How to use VocalPy with scikit-learn to fit supervised learning models to acoustic features#
Many analyses in bioacoustics and communication rely on machine learning models. For example, it is common to use supervised machine learning models to support the idea that vocalizations contain information about individual identity or emotional valence. This is done by showing that a classifier can successfully predict the identity or valence of vocalizations when fit to acoustic features extracted from the sounds. See for example [1] or [2].
scikit-learn is one of the most widely used library in the Python programming language for fitting supervised machine learning models. Here we will show you how to extract acoustics features from sounds using VocalPy, and then fit a model to those features with scikit-learn. The example we will walk through is of classifying individual zebra finches using acoustic parameters extracted from their calls. The material here is adapted in part from the BioSound tutorial from the Theunissen lab (https://github.com/theunissenlab/BioSoundTutorial) that demonstrates how to use their library soundsig (https://github.com/theunissenlab/soundsig).
import numpy as np
import pandas as pd
import sklearn
import vocalpy as voc
For this how-to, we use a subset of data from this dataset shared by Elie and Theunissen, as used in their 2016 paper and their 2018 paper.
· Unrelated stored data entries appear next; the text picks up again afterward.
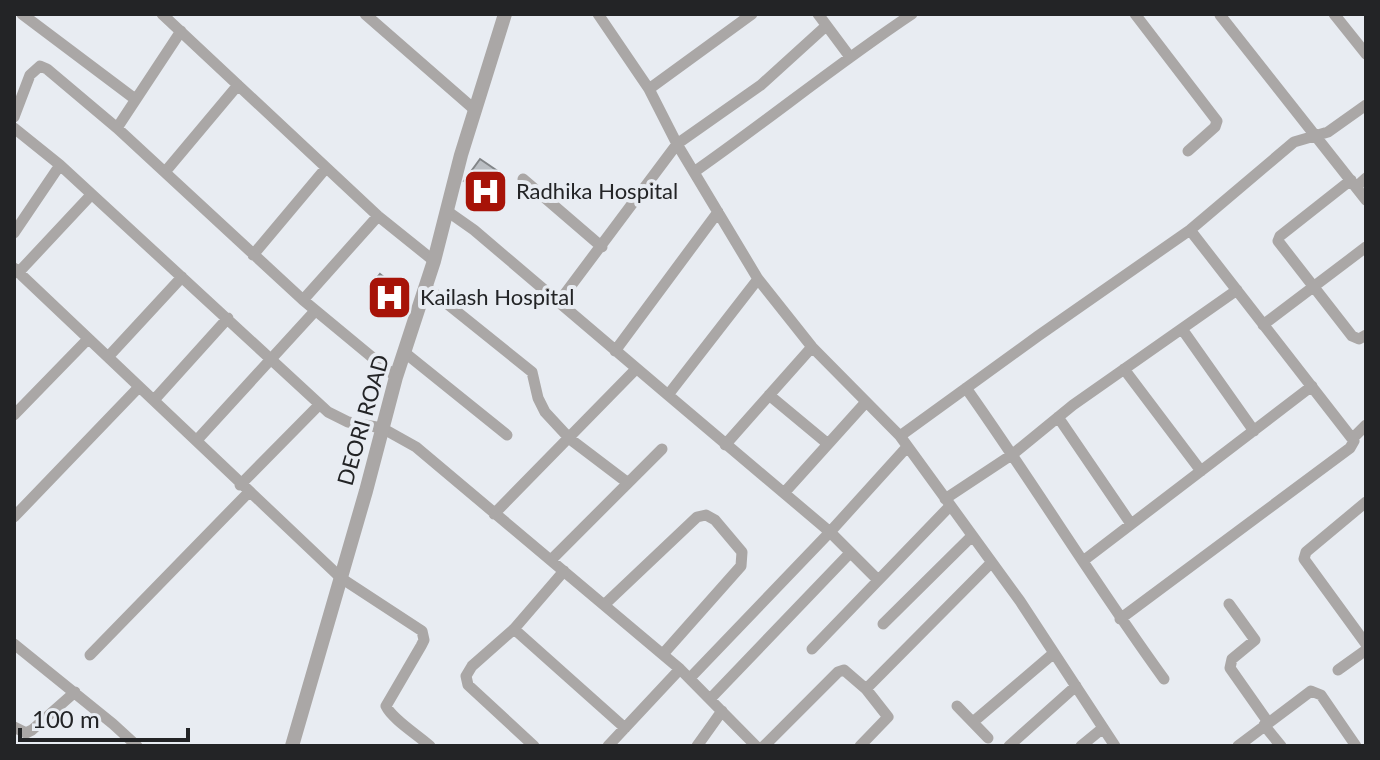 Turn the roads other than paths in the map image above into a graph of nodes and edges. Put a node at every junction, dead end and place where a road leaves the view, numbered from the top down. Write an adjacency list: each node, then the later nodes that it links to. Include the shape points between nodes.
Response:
1 (22, 14): 18 (street)
2 (162, 14): 13 (street)
3 (365, 14): 20 (street)
4 (505, 14): 20 (street, DEORI ROAD)
5 (598, 14): 17 (street)
6 (752, 14): 17 (street)
7 (818, 14): 12 (street)
8 (1135, 14): 26 (street, via 1217,121)
9 (1334, 14): 14 (street)
10 (1220, 15): 24 (street)
11 (906, 16): 15 (street)
12 (826, 26): 15 (street); 25 (street, via 761,85)
13 (181, 31): 16 (street); 18 (street)
14 (1366, 54)
15 (850, 57): 30 (street)
16 (238, 85): 28 (street); 29 (street)
17 (649, 89): 25 (street)
18 (135, 99): 23 (street)
19 (1366, 105): 24 (street, via 1328,132)
20 (475, 110): 36 (street, DEORI ROAD)
21 (14, 117): 23 (street, via 30,75 40,66)
22 (14, 128): 27 (street)
23 (117, 128): 29 (street)
24 (1313, 136): 33 (street); 39 (street, via 1294,142)
25 (677, 144): 30 (street); 41 (street)
26 (1188, 151)
27 (60, 165): 34 (street); 40 (street)
28 (326, 168): 38 (street); 43 (street)
29 (165, 172): 43 (street)
30 (694, 172): 37 (street)
31 (1366, 178): 33 (street)
32 (523, 179): 41 (street)
33 (1354, 183): 35 (street); 49 (street, via 1278,239)
34 (91, 195): 45 (street); 46 (street)
35 (1366, 200)
36 (447, 211): 44 (street, DEORI ROAD); 52 (street)
37 (718, 212): 47 (street); 60 (street)
38 (378, 216): 44 (street); 51 (street)
39 (1190, 230): 50 (street); 69 (street)
40 (14, 233)
41 (602, 247): 52 (street)
42 (1366, 247): 49 (street)
43 (253, 255): 51 (street)
44 (434, 261): 48 (street, DEORI ROAD)
45 (16, 270): 58 (street)
46 (182, 277): 54 (street); 62 (street)
47 (758, 279): 59 (street); 70 (street)
48 (425, 286): 61 (street, DEORI ROAD); 82 (street, via 532,372 541,405)
49 (1313, 287): 55 (street); 57 (street, via 1352,336)
50 (1237, 290): 55 (street); 56 (street)
51 (303, 300): 53 (street)
52 (558, 303): 60 (street)
53 (315, 311): 63 (street); 66 (street)
54 (228, 318): 63 (street); 72 (street)
55 (1263, 325): 67 (street)
56 (1182, 329): 65 (street); 79 (street)
57 (1366, 335)
58 (88, 339): 62 (street); 75 (street)
59 (812, 347): 71 (street); 73 (street)
60 (615, 351): 64 (street)
61 (404, 352): 66 (street, DEORI ROAD); 80 (street)
62 (108, 357): 68 (street)
63 (271, 360): 74 (street); 83 (street)
64 (636, 369): 70 (street); 82 (street)
65 (1124, 369): 76 (street); 89 (street)
66 (396, 377): 78 (street, DEORI ROAD)
67 (1312, 386): 79 (street); 81 (street)
68 (139, 387): 72 (street); 96 (street)
69 (966, 388): 84 (street); 88 (street)
70 (668, 395): 86 (street)
71 (769, 395): 85 (street); 86 (street)
72 (154, 400): 83 (street)
73 (866, 402): 84 (street); 85 (street)
74 (319, 405): 78 (street, via 348,422); 91 (street)
75 (14, 415)
76 (1058, 417): 88 (street); 97 (street)
77 (1366, 425): 81 (street)
78 (382, 428): 95 (street, via 416,447); 105 (street, DEORI ROAD)
79 (1254, 431): 89 (street)
80 (507, 435)
81 (1353, 438): 109 (street, via 1350,448)
82 (570, 439): 90 (street); 95 (street)
83 (197, 440): 91 (street)
84 (903, 441): 94 (street); 98 (street)
85 (828, 444): 92 (street)
86 (725, 445): 92 (street)
87 (662, 449): 90 (street)
88 (1013, 454): 94 (street); 102 (street)
89 (1201, 471): 97 (street)
90 (628, 483): 101 (street)
91 (245, 489): 105 (street); 117 (street)
92 (784, 493): 98 (street)
93 (1366, 502): 113 (street, via 1304,559)
94 (948, 503): 99 (street); 106 (street)
95 (494, 514): 101 (street)
96 (15, 515)
97 (1131, 524): 102 (street)
98 (830, 532): 100 (street); 120 (street)
99 (972, 536): 103 (street); 110 (street)
100 (850, 553): 106 (street); 125 (street)
101 (551, 560): 104 (street)
102 (1083, 561): 109 (street)
103 (991, 563): 115 (street); 123 (street)
104 (564, 571): 108 (street); 111 (street)
105 (341, 578): 135 (street, DEORI ROAD); 136 (street, via 422,631 424,640 386,706)
106 (877, 579): 114 (street)
107 (1229, 604): 129 (street, via 1255,640 1232,659 1230,668)
108 (604, 605): 116 (street); 116 (street, via 697,517 715,520 742,552 741,566)
109 (1120, 619): 121 (street)
110 (883, 624)
111 (514, 629): 131 (street); 137 (street, via 466,676 468,685)
112 (14, 644): 124 (street)
113 (1366, 647): 119 (street)
114 (812, 649)
115 (1054, 653): 122 (street); 128 (street)
116 (663, 654): 118 (street)
117 (90, 655)
118 (680, 669): 120 (street); 131 (street)
119 (1338, 670)
120 (690, 678): 125 (street)
121 (1164, 679)
122 (1076, 686): 132 (street); 143 (street)
123 (866, 689): 141 (street, via 841,670); 142 (street, via 888,717)
124 (75, 692): 130 (street, via 32,730); 134 (street)
125 (710, 699): 127 (street)
126 (957, 706): 128 (street)
127 (722, 711): 139 (street); 140 (street)
128 (973, 722): 133 (street)
129 (1266, 724): 146 (street); 147 (street); 148 (street, via 1316,691)
130 (14, 727)
131 (625, 728): 138 (street)
132 (1103, 728): 144 (street); 145 (street)
133 (988, 738)
134 (137, 746)
135 (292, 746)
136 (430, 746)
137 (534, 746)
138 (608, 746)
139 (697, 746)
140 (756, 746)
141 (764, 746)
142 (860, 746)
143 (1009, 746)
144 (1081, 746)
145 (1115, 746)
146 (1238, 746)
147 (1281, 746)
148 (1356, 746)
To get the subset of data we will use, we can call the vocalpy.example()
function (that, under the hood, “fetches” the data using the excellent library pooch
).
zblib = voc.example("zblib", return_path=True)
Downloading file 'Elie-Theunissen-2016-vocalization-library-zebra-finch-subset.zip' from 'doi:10.5281/zenodo.10685639/Elie-Theunissen-2016-vocalization-library-zebra-finch-subset.zip' to '/home/docs/.cache/vocalpy'.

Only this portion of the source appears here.